When you watch a spectacle like the Giro d’Italia, a 21 day long tour of Italy, covering 3,482 kilometres and climbing up mountains, you realise that so much time and training must go into training. To get your body used to that punishment takes a seriously long time in the saddle.
As you may know, or realise, I'm a cyclist, and from the moment you first start getting serious about cycling, you know that you’re going to be riding a lot. To give you an idea, a small ride would be a minimum of 1 hour long. A normal ride becomes 2 to 3 hours and a long ride can be 5-6 hours. You also need to be doing these more than once a week, too. So realistically you're looking at something closer to 12-15 hours per week on the bike, if you really want to see some improvements.
Of course there are ways to help with this. One way to add up some extra hours without sacrificing time elsewhere, is to make sure your commute to and from work is on the bike. But getting out for a few long rides a week can be a challenge. You may have a wife/a husband/a girlfriend/a boyfriend/children/a family (think I included everyone there), have extra work, other commitments or friends to catch up with; all of which may get in the way of cycling until your heart's content. For me, at this current moment in time, I don’t have that many commitments. And although over the last week or so I have been quite lazy, I was able to get in 200-300km per week. I blame the recent weather mostly, and catching up with friends.
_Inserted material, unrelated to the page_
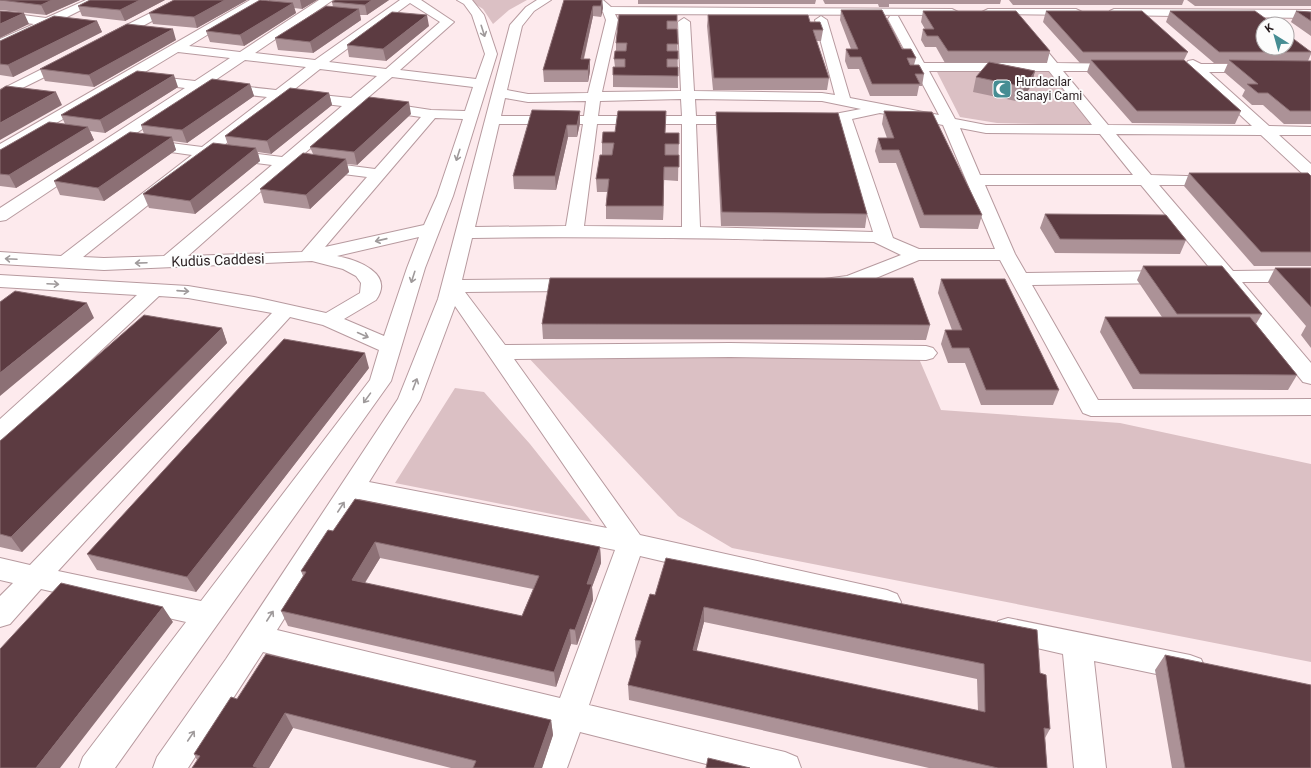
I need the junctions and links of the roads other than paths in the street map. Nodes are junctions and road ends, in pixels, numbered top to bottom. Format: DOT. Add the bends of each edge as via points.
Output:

So, if you want to get really fit, the bike is not always going to be the best option. You’re not always going to have time to go out for a big ride; remember a bit ride is around 5-6 hours. So how can you improve your fitness in a shorter amount of time? For me it's running. Running offers me a good way to really push my body hard for as little as 30 minutes. My lungs feel much more thoroughly worked out from a run, my calves and other muscles not used much when riding also get a good workout and best of all, I can do it on my lunch break. That time is basically free time. Time I'd otherwise be spending reading—which I can do on other days. I get an hour for lunch and so I can run a good 7.5km as well as eating and showering. I have in the past pushed my lunch and done 10km, so that's also an option. Like I mentioned in a previous post, when I run, I really push myself, so I can really feel the burn and I really feel like it is working!
The great thing about running—and any sport, I guess—is that the better I get, or the stronger and fitter I get, the more I am enjoying it. But to take it to the next level, I need a challenge. I’ve already ran a half-marathon, completing the Melbourne Half Marathon last year, so I’m thinking of taking the leap to the full marathon this year. It’s on October 18th which gives me 4 months to train (wow, that’s not as long as I thought when I started this post), and I want to keep my cycling training up. So I need a plan. I’ll share it once I’ve made it.